FP asked to create a new post for comments. I guess Rob did too, but I am stubborn. Instead, let's use this related thread.

In that thread, FP said this:

Could you provide me ONE example of where the ACLU has ever sided with "conservative Christianity"?

I say this with respect, but I really fear that you are getting most of your information from a particularly bunkered version of Christianity that creates this victimized version of reality and history. You don't have to simply listen to Christian radio and the recycled misinformation.

For example:
The ACLU Is Not Evil | Christianity Today | A Magazine of Evangelical Conviction: "For example, in 2001, the group interceded with a school district in Michigan that had deleted a high school senior's yearbook entry because she included a Bible verse. In 2002, the ACLU filed a brief on behalf of a pastor associated with Operation Rescue who was prevented from participating in a parade because his pro-life poster showed a photograph of an aborted baby. And last September, the organization joined a lawsuit on behalf of a New Jersey second-grader who was not allowed to sing 'Awesome God' in a school talent show. (All of these examples are easily accessible on several Web pages now devoted to defending the ACLU 's record on Christianity.)"

Second, you wrote:

Womens liberation has nothing and I mean nothing to do with my wife. It has nothing to do with my wife's ability to run a business with me.
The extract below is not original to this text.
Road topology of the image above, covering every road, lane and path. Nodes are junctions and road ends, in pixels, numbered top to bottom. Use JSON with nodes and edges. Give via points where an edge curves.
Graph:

Though I would like to see what you think that the WLM has contributed and what they really stand for.

You say that feminism has nothing to do with your own life, and I am sure you believe it. But I wonder if your history teachers failed you, or this is more of the Christian Radio.
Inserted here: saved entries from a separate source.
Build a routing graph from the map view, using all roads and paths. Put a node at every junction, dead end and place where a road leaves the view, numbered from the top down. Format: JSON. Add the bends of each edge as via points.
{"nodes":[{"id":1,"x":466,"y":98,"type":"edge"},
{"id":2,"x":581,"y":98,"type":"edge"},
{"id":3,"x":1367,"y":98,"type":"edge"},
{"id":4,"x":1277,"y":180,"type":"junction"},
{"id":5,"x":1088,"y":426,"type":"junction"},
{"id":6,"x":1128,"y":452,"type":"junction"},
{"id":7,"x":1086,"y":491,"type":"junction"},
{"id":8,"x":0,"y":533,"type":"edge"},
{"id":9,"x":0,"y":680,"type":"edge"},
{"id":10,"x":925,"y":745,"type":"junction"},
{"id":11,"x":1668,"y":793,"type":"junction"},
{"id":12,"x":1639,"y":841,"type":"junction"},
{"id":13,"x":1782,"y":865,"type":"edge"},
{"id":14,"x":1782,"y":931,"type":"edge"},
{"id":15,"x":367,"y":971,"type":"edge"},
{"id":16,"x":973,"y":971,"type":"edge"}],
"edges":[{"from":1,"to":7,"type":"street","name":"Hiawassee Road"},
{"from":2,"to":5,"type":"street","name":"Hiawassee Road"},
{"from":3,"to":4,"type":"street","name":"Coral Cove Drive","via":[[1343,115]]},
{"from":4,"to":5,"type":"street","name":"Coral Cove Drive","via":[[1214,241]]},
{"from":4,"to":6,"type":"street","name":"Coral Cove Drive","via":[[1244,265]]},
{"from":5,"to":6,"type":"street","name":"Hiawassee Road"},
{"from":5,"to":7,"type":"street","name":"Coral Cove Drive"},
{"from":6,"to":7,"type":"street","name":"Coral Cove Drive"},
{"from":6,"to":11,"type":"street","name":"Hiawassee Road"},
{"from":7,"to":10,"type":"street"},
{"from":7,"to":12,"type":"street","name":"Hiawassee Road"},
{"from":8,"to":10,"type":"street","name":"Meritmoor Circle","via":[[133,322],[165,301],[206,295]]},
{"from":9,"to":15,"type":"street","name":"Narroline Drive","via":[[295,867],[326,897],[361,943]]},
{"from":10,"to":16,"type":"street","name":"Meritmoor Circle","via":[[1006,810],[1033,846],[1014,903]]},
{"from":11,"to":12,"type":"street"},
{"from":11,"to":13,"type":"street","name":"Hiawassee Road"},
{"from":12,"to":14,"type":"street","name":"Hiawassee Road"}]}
Let's take the obvious--do you really think that women's roles a hundred years ago allowed for a woman to be a kick-boxing instructor/business woman? And if not, how did that occur?

What has Women's LIberation created? How about the right to vote? The right to not be raped by your spouse--or at least to have the ability to respond legally. What about the right to work outside the home? Or the right to enter college in the major of her choice?
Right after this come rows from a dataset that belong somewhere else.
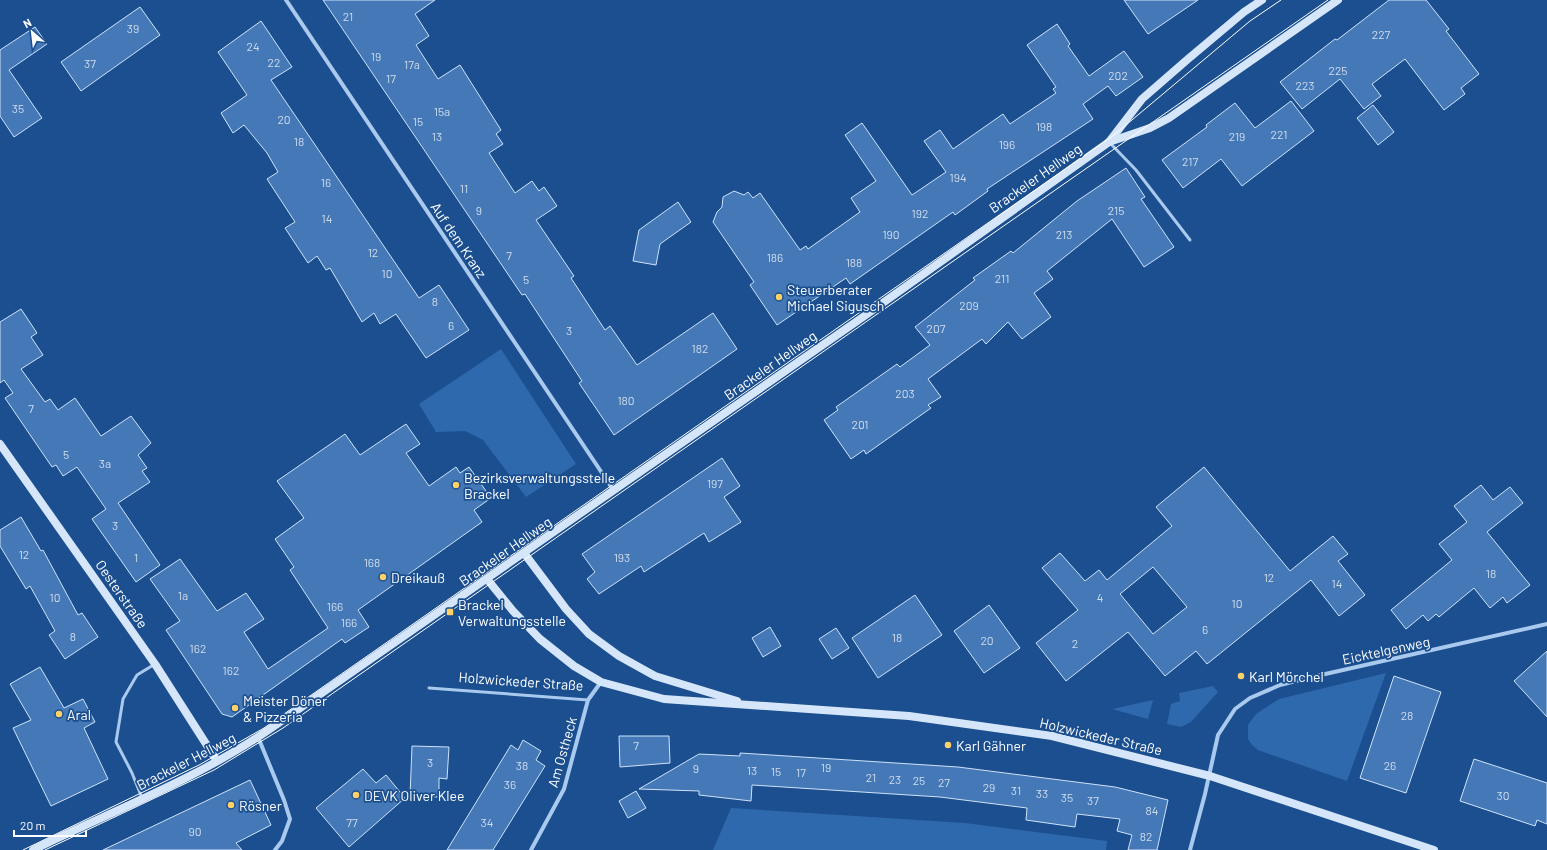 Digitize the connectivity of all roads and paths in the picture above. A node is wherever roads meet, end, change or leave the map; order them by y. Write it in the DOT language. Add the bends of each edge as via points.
graph roads {
  1 [pos="286,0"];
  2 [pos="1262,0"];
  3 [pos="1338,0"];
  4 [pos="1108,142"];
  5 [pos="1190,240"];
  6 [pos="0,444"];
  7 [pos="614,491"];
  8 [pos="524,554"];
  9 [pos="487,579"];
  10 [pos="1547,624"];
  11 [pos="155,664"];
  12 [pos="601,682"];
  13 [pos="430,688"];
  14 [pos="588,700"];
  15 [pos="751,706"];
  16 [pos="258,737"];
  17 [pos="217,761"];
  18 [pos="1210,776"];
  19 [pos="142,798"];
  20 [pos="33,850"];
  21 [pos="275,850"];
  22 [pos="531,850"];
  23 [pos="1190,850"];
  24 [pos="1434,850"];
  1 -- 7 [label="street, Auf dem Kranz"];
  2 -- 4 [label="main road, Brackeler Hellweg" via="1227,26 1142,99"];
  3 -- 4 [label="main road, Brackeler Hellweg" via="1169,118 1150,128"];
  4 -- 5 [label="lane" via="1136,170"];
  4 -- 7 [label="main road, Brackeler Hellweg"];
  6 -- 11 [label="main road, Oesterstraße"];
  7 -- 8 [label="main road, Brackeler Hellweg"];
  8 -- 9 [label="main road, Brackeler Hellweg"];
  8 -- 15 [label="main road, Holzwickeder Straße" via="566,609 589,634 619,656 655,676"];
  9 -- 12 [label="main road, Holzwickeder Straße" via="512,611 540,639 574,666"];
  9 -- 16 [label="main road, Brackeler Hellweg"];
  10 -- 18 [label="street, Eicktelgenweg" via="1312,677 1280,685 1250,698 1235,709 1218,735"];
  11 -- 17 [label="main road, Oesterstraße"];
  11 -- 19 [label="lane" via="137,675 123,699 116,742"];
  12 -- 14 [label="street, Holzwickeder Straße"];
  12 -- 15 [label="main road, Holzwickeder Straße" via="664,699"];
  13 -- 14 [label="lane, Holzwickeder Straße"];
  14 -- 22 [label="street, Am Ostheck" via="564,789"];
  15 -- 18 [label="main road, Holzwickeder Straße" via="909,716 1052,736"];
  16 -- 17 [label="main road, Brackeler Hellweg"];
  16 -- 21 [label="street" via="290,820 282,841"];
  17 -- 19 [label="main road, Brackeler Hellweg"];
  18 -- 23 [label="street, Eicktelgenweg"];
  18 -- 24 [label="main road, Holzwickeder Straße"];
  19 -- 20 [label="main road, Brackeler Hellweg"];
}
Do you think that those changes in society just happened?

And let's take the most obvious part of feminism that you perhaps don't realize effected your wife. Until the 1960s, most sports were limited to men. Colleges didn't offer scholarships for women athletes and most young girls lacked opportunities to play much beyond some token sports and half-court basketball.

As a part of the WLM, Congress passed Title IX which exponentially expanded the athletic opportunities for young girls. We are closing in on the time when the term "throws like a girl" will be a compliment, and high time.

With that contribution, the opportunities for women to play hockey, soccer, basketball, softball, etc. (and I assume martial arts--after all, it isn't as if many martial arts originate in cultures that are terribly open to women--at least historically).

The history of women in this country (and I am mostly comfortable speaking about American history) is one of gradual and continual push for autonomy. Without that movement, women could very easily still be in a situation where they lack even basic civil rights--voting, owning land, etc.

steves said...

I am not a fan of the ACLU. At one time, I was a member, but I let that lapse. I think their view on the Establishment Clause goes against both the intent and the plain language of the 1st Amendment. Their view of the 2nd Amendment defies logic and goes against what the vast majority of legal scholars say. That being said, they have defended conservative causes including issues related to religious freedom.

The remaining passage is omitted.